While the pair’s first work came out in 1994, it wasn’t until 2001 that they donned their iconic helmets. There was something unique and exciting about those personas; even though it was obvious they were people, it was easy to believe they were truly two music-making robots. There have been plenty of artists who’ve chosen to cover their faces, such as Sia or MF DOOM, but none did it with Daft Punk’s commitment.
Even when the two collaborated with anime director Leiji Matsumoto for their second album, Discovery — releasing a full anime titled Interstella 5555: The 5tory of the 5ecret 5tar 5ystem — they maintained their personas as the iconic robots. This dedication spread across their work, elevating it to the next level. And it was the illusion that hooked fans.
“When you know how a magic trick is done, it’s so depressing,” Thomas Bangalter, one half of the duo, said in an interview with Pitchfork. “We focus on the illusion because giving away how it’s done instantly shuts down the sense of excitement and innocence.”

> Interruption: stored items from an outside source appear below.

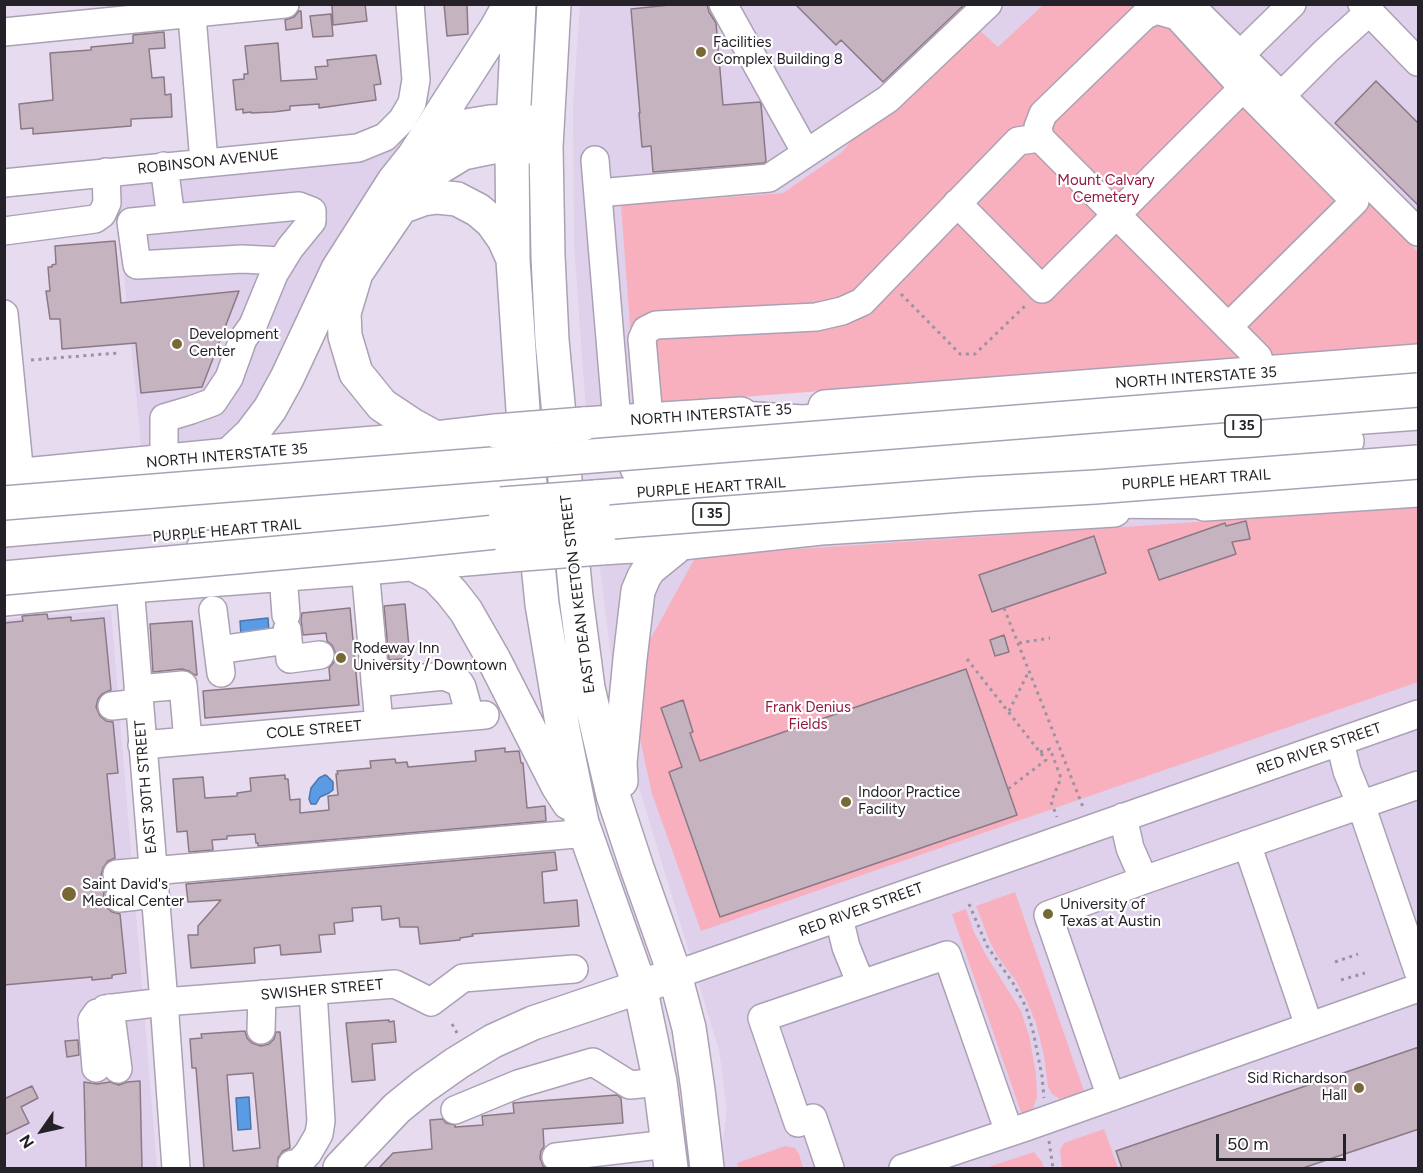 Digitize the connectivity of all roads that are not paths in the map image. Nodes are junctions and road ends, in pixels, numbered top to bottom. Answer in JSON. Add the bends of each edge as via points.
{"nodes":[{"id":1,"x":285,"y":4,"type":"edge"},
{"id":2,"x":410,"y":4,"type":"edge"},
{"id":3,"x":510,"y":4,"type":"edge"},
{"id":4,"x":519,"y":4,"type":"edge"},
{"id":5,"x":554,"y":4,"type":"edge"},
{"id":6,"x":723,"y":4,"type":"edge"},
{"id":7,"x":988,"y":4,"type":"edge"},
{"id":8,"x":1189,"y":4,"type":"edge"},
{"id":9,"x":1292,"y":4,"type":"edge"},
{"id":10,"x":1365,"y":8,"type":"edge"},
{"id":11,"x":192,"y":9,"type":"edge"},
{"id":12,"x":4,"y":32,"type":"edge"},
{"id":13,"x":1240,"y":55,"type":"junction"},
{"id":14,"x":1419,"y":62,"type":"edge"},
{"id":15,"x":1243,"y":88,"type":"junction"},
{"id":16,"x":1281,"y":96,"type":"junction"},
{"id":17,"x":512,"y":133,"type":"junction"},
{"id":18,"x":546,"y":135,"type":"junction"},
{"id":19,"x":1040,"y":138,"type":"junction"},
{"id":20,"x":806,"y":153,"type":"junction"},
{"id":21,"x":414,"y":156,"type":"junction"},
{"id":22,"x":595,"y":160,"type":"dead end"},
{"id":23,"x":204,"y":162,"type":"junction"},
{"id":24,"x":164,"y":166,"type":"junction"},
{"id":25,"x":106,"y":172,"type":"junction"},
{"id":26,"x":4,"y":183,"type":"edge"},
{"id":27,"x":598,"y":193,"type":"junction"},
{"id":28,"x":957,"y":203,"type":"junction"},
{"id":29,"x":401,"y":207,"type":"junction"},
{"id":30,"x":1116,"y":214,"type":"junction"},
{"id":31,"x":171,"y":218,"type":"junction"},
{"id":32,"x":4,"y":231,"type":"edge"},
{"id":33,"x":1419,"y":232,"type":"edge"},
{"id":34,"x":513,"y":260,"type":"junction"},
{"id":35,"x":282,"y":261,"type":"junction"},
{"id":36,"x":4,"y":314,"type":"edge"},
{"id":37,"x":1227,"y":327,"type":"junction"},
{"id":38,"x":1419,"y":362,"type":"edge"},
{"id":39,"x":1263,"y":373,"type":"junction"},
{"id":40,"x":1419,"y":390,"type":"edge"},
{"id":41,"x":1419,"y":413,"type":"edge"},
{"id":42,"x":711,"y":416,"type":"junction"},
{"id":43,"x":633,"y":420,"type":"junction"},
{"id":44,"x":1419,"y":435,"type":"edge"},
{"id":45,"x":436,"y":438,"type":"junction"},
{"id":46,"x":1067,"y":439,"type":"junction"},
{"id":47,"x":230,"y":455,"type":"junction"},
{"id":48,"x":164,"y":461,"type":"junction"},
{"id":49,"x":1419,"y":462,"type":"edge"},
{"id":50,"x":593,"y":484,"type":"junction"},
{"id":51,"x":10,"y":486,"type":"edge"},
{"id":52,"x":1419,"y":490,"type":"edge"},
{"id":53,"x":502,"y":492,"type":"junction"},
{"id":54,"x":637,"y":494,"type":"junction"},
{"id":55,"x":1233,"y":502,"type":"junction"},
{"id":56,"x":318,"y":523,"type":"junction"},
{"id":57,"x":4,"y":530,"type":"edge"},
{"id":58,"x":681,"y":543,"type":"junction"},
{"id":59,"x":4,"y":552,"type":"edge"},
{"id":60,"x":413,"y":564,"type":"junction"},
{"id":61,"x":364,"y":568,"type":"junction"},
{"id":62,"x":283,"y":574,"type":"junction"},
{"id":63,"x":4,"y":578,"type":"edge"},
{"id":64,"x":130,"y":586,"type":"junction"},
{"id":65,"x":4,"y":589,"type":"edge"},
{"id":66,"x":4,"y":599,"type":"edge"},
{"id":67,"x":213,"y":610,"type":"dead end"},
{"id":68,"x":287,"y":628,"type":"junction"},
{"id":69,"x":320,"y":655,"type":"dead end"},
{"id":70,"x":375,"y":683,"type":"junction"},
{"id":71,"x":139,"y":696,"type":"junction"},
{"id":72,"x":112,"y":706,"type":"dead end"},
{"id":73,"x":1419,"y":714,"type":"edge"},
{"id":74,"x":379,"y":724,"type":"junction"},
{"id":75,"x":188,"y":741,"type":"junction"},
{"id":76,"x":1340,"y":742,"type":"junction"},
{"id":77,"x":142,"y":745,"type":"junction"},
{"id":78,"x":1419,"y":785,"type":"edge"},
{"id":79,"x":1361,"y":805,"type":"junction"},
{"id":80,"x":1123,"y":817,"type":"junction"},
{"id":81,"x":584,"y":828,"type":"junction"},
{"id":82,"x":1247,"y":844,"type":"junction"},
{"id":83,"x":637,"y":868,"type":"junction"},
{"id":84,"x":1143,"y":880,"type":"junction"},
{"id":85,"x":154,"y":883,"type":"junction"},
{"id":86,"x":118,"y":886,"type":"dead end"},
{"id":87,"x":839,"y":918,"type":"junction"},
{"id":88,"x":574,"y":969,"type":"dead end"},
{"id":89,"x":1419,"y":971,"type":"edge"},
{"id":90,"x":675,"y":975,"type":"junction"},
{"id":91,"x":861,"y":984,"type":"junction"},
{"id":92,"x":640,"y":987,"type":"junction"},
{"id":93,"x":1419,"y":988,"type":"edge"},
{"id":94,"x":313,"y":991,"type":"junction"},
{"id":95,"x":262,"y":994,"type":"junction"},
{"id":96,"x":164,"y":1002,"type":"junction"},
{"id":97,"x":1309,"y":1026,"type":"junction"},
{"id":98,"x":261,"y":1030,"type":"dead end"},
{"id":99,"x":107,"y":1068,"type":"dead end"},
{"id":100,"x":660,"y":1082,"type":"junction"},
{"id":101,"x":1111,"y":1097,"type":"junction"},
{"id":102,"x":455,"y":1110,"type":"dead end"},
{"id":103,"x":1009,"y":1132,"type":"junction"},
{"id":104,"x":670,"y":1156,"type":"edge"},
{"id":105,"x":556,"y":1157,"type":"dead end"},
{"id":106,"x":292,"y":1164,"type":"dead end"},
{"id":107,"x":176,"y":1168,"type":"edge"},
{"id":108,"x":340,"y":1168,"type":"edge"},
{"id":109,"x":707,"y":1168,"type":"edge"},
{"id":110,"x":830,"y":1168,"type":"edge"},
{"id":111,"x":903,"y":1168,"type":"edge"}],
"edges":[{"from":1,"to":11,"type":"street"},
{"from":2,"to":23,"type":"street","name":"ROBINSON AVENUE","via":[[416,80],[412,103],[385,137],[358,148]]},
{"from":3,"to":21,"type":"main road"},
{"from":4,"to":17,"type":"main road"},
{"from":5,"to":18,"type":"main road","name":"EAST DEAN KEETON STREET"},
{"from":6,"to":20,"type":"street"},
{"from":7,"to":20,"type":"street","via":[[888,99]]},
{"from":8,"to":13,"type":"street"},
{"from":9,"to":13,"type":"street"},
{"from":10,"to":14,"type":"street"},
{"from":10,"to":16,"type":"street"},
{"from":11,"to":12,"type":"street"},
{"from":11,"to":23,"type":"street"},
{"from":13,"to":16,"type":"street"},
{"from":15,"to":19,"type":"street","via":[[1177,16],[1156,10],[1144,16],[1043,114],[1038,126]]},
{"from":15,"to":30,"type":"street"},
{"from":15,"to":37,"type":"street","via":[[1355,201]]},
{"from":16,"to":33,"type":"street"},
{"from":17,"to":18,"type":"main road"},
{"from":17,"to":21,"type":"main road","via":[[490,122],[460,127]]},
{"from":17,"to":29,"type":"main road","via":[[492,147],[463,153],[435,170]]},
{"from":17,"to":34,"type":"main road"},
{"from":18,"to":83,"type":"main road","name":"EAST DEAN KEETON STREET","via":[[552,340],[576,597],[588,688],[613,795]]},
{"from":19,"to":28,"type":"street","via":[[1018,141]]},
{"from":19,"to":30,"type":"street"},
{"from":20,"to":27,"type":"street","via":[[769,178]]},
{"from":21,"to":47,"type":"main road","via":[[338,269],[270,409]]},
{"from":22,"to":27,"type":"street"},
{"from":23,"to":24,"type":"street","name":"ROBINSON AVENUE"},
{"from":24,"to":25,"type":"street","name":"ROBINSON AVENUE"},
{"from":24,"to":31,"type":"street"},
{"from":25,"to":26,"type":"street","name":"ROBINSON AVENUE"},
{"from":25,"to":32,"type":"street","via":[[107,203],[95,219]]},
{"from":27,"to":43,"type":"street"},
{"from":28,"to":30,"type":"street","via":[[1042,289]]},
{"from":28,"to":43,"type":"street","via":[[862,302],[842,311],[816,317],[656,325],[646,330]]},
{"from":29,"to":34,"type":"main road","via":[[423,199],[457,199],[492,222]]},
{"from":29,"to":45,"type":"main road","via":[[356,273],[344,313],[345,336],[356,373],[382,405]]},
{"from":30,"to":37,"type":"street"},
{"from":31,"to":35,"type":"street","via":[[299,206],[312,211],[312,221]]},
{"from":31,"to":35,"type":"street","via":[[131,222],[137,266],[242,259]]},
{"from":34,"to":81,"type":"main road","via":[[542,604],[562,729]]},
{"from":35,"to":48,"type":"street","via":[[243,339],[230,378],[213,402],[164,418]]},
{"from":36,"to":51,"type":"street"},
{"from":37,"to":39,"type":"street","via":[[1258,357]]},
{"from":38,"to":39,"type":"main road","name":"NORTH INTERSTATE 35"},
{"from":39,"to":42,"type":"main road","name":"NORTH INTERSTATE 35"},
{"from":40,"to":51,"type":"main road","number":"I 35","bridge":true},
{"from":41,"to":46,"type":"main road","name":"PURPLE HEART TRAIL","number":"I 35"},
{"from":42,"to":43,"type":"main road","name":"NORTH INTERSTATE 35"},
{"from":42,"to":46,"type":"main road","via":[[802,422],[866,420]]},
{"from":43,"to":45,"type":"main road","name":"NORTH INTERSTATE 35","bridge":true},
{"from":44,"to":54,"type":"main road","name":"PURPLE HEART TRAIL","number":"I 35"},
{"from":45,"to":47,"type":"main road","name":"NORTH INTERSTATE 35"},
{"from":46,"to":50,"type":"main road","name":"PURPLE HEART TRAIL","number":"I 35"},
{"from":47,"to":48,"type":"main road","name":"NORTH INTERSTATE 35"},
{"from":48,"to":51,"type":"main road","name":"NORTH INTERSTATE 35"},
{"from":49,"to":63,"type":"main road","name":"PURPLE HEART TRAIL","number":"I 35","bridge":true,"via":[[624,520]]},
{"from":50,"to":53,"type":"main road","name":"PURPLE HEART TRAIL","number":"I 35","bridge":true},
{"from":50,"to":54,"type":"main road","name":"PURPLE HEART TRAIL","number":"I 35"},
{"from":52,"to":55,"type":"main road"},
{"from":53,"to":56,"type":"main road","name":"PURPLE HEART TRAIL","number":"I 35","via":[[406,516]]},
{"from":53,"to":57,"type":"main road","name":"PURPLE HEART TRAIL","number":"I 35"},
{"from":54,"to":55,"type":"main road"},
{"from":55,"to":58,"type":"main road","via":[[821,528]]},
{"from":56,"to":59,"type":"main road","name":"PURPLE HEART TRAIL","number":"I 35"},
{"from":56,"to":65,"type":"main road"},
{"from":58,"to":60,"type":"main road","bridge":true},
{"from":58,"to":83,"type":"main road","via":[[650,569],[638,591],[620,763],[625,817]]},
{"from":60,"to":61,"type":"main road"},
{"from":60,"to":81,"type":"main road","via":[[436,576],[466,611]]},
{"from":61,"to":62,"type":"main road"},
{"from":61,"to":70,"type":"street"},
{"from":62,"to":64,"type":"main road"},
{"from":62,"to":68,"type":"street"},
{"from":64,"to":66,"type":"main road"},
{"from":64,"to":71,"type":"street","name":"EAST 30TH STREET"},
{"from":67,"to":68,"type":"street","via":[[220,661]]},
{"from":68,"to":69,"type":"street","via":[[290,659]]},
{"from":70,"to":74,"type":"street"},
{"from":70,"to":74,"type":"street","name":"COLE STREET","via":[[444,676],[459,682],[478,716]]},
{"from":71,"to":72,"type":"street"},
{"from":71,"to":75,"type":"street","via":[[183,685]]},
{"from":71,"to":77,"type":"street","name":"EAST 30TH STREET"},
{"from":73,"to":76,"type":"street","name":"RED RIVER STREET"},
{"from":74,"to":75,"type":"street","name":"COLE STREET"},
{"from":75,"to":77,"type":"street","name":"COLE STREET"},
{"from":76,"to":79,"type":"street"},
{"from":76,"to":80,"type":"street","name":"RED RIVER STREET"},
{"from":77,"to":85,"type":"street","name":"EAST 30TH STREET"},
{"from":78,"to":79,"type":"street"},
{"from":79,"to":82,"type":"street"},
{"from":79,"to":89,"type":"street"},
{"from":80,"to":84,"type":"street"},
{"from":80,"to":87,"type":"street","name":"RED RIVER STREET"},
{"from":81,"to":85,"type":"street"},
{"from":81,"to":92,"type":"main road"},
{"from":82,"to":84,"type":"street"},
{"from":82,"to":97,"type":"street"},
{"from":83,"to":90,"type":"main road","name":"EAST DEAN KEETON STREET"},
{"from":84,"to":101,"type":"street","via":[[1048,915]]},
{"from":85,"to":86,"type":"street"},
{"from":85,"to":96,"type":"street","name":"EAST 30TH STREET"},
{"from":87,"to":90,"type":"street","name":"RED RIVER STREET"},
{"from":87,"to":91,"type":"street"},
{"from":88,"to":94,"type":"street","name":"SWISHER STREET","via":[[463,978],[431,1002],[395,984]]},
{"from":90,"to":92,"type":"main road","name":"RED RIVER STREET"},
{"from":90,"to":109,"type":"main road","name":"EAST DEAN KEETON STREET","via":[[689,1028]]},
{"from":91,"to":103,"type":"street","via":[[946,955]]},
{"from":91,"to":110,"type":"street","via":[[762,1018],[798,1123],[813,1118]]},
{"from":92,"to":100,"type":"main road"},
{"from":92,"to":108,"type":"main road","name":"RED RIVER STREET","via":[[532,1023],[456,1063],[397,1108]]},
{"from":93,"to":97,"type":"street"},
{"from":94,"to":95,"type":"street","name":"SWISHER STREET"},
{"from":94,"to":106,"type":"street","via":[[321,1121],[319,1134],[308,1153],[299,1163]]},
{"from":95,"to":96,"type":"street","name":"SWISHER STREET"},
{"from":95,"to":98,"type":"street"},
{"from":96,"to":99,"type":"street","name":"SWISHER STREET","via":[[104,1010]]},
{"from":96,"to":107,"type":"street","name":"EAST 30TH STREET"},
{"from":97,"to":101,"type":"street"},
{"from":100,"to":102,"type":"street","via":[[630,1085],[593,1062],[518,1084]]},
{"from":100,"to":104,"type":"main road"},
{"from":101,"to":103,"type":"street"},
{"from":103,"to":111,"type":"street"},
{"from":104,"to":105,"type":"street"}]}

[Review: ‘The World’s A Little Blurry’ is an intimate look at Billie Eilish and her career]
The duo backed its mysterious reputation up with great music. Discovery and Human After All innovated electronic house music, creating songs that are still iconic today, such as “Harder, Better, Faster, Stronger.” In the realm of electronic pop, their combination of vocoders and synths still serves as an influence for many.
But even outside of their genre, Daft Punk influenced and innovated. Their last studio album, 2013’s Random Access Memories, was a lovely blend of electronic and ’70s disco, a huge shift from their previous work. And still, every track felt unique and new, like nothing produced before.
Outside of their original work, the two were also responsible for a handful of decade-defining tracks. 2007’s “Stronger” by Kanye West samples “Harder, Better, Faster, Stronger,” and the pair would later go on to produce on Kanye’s Yeezus project. More recently, they worked with The Weeknd, producing his smash hit “Starboy” as well as “I Feel It Coming.”
Daft Punk needed no words to make a cultural impact as big as it did. The pair was mysterious and intriguing throughout its personal projects and collaborations, with the ability to get fans buzzing at even the slightest rumor of a return. The robots were the grand illusion of pop music, and their exit from music brings an end to a unique corner of the industry that will never be replicated.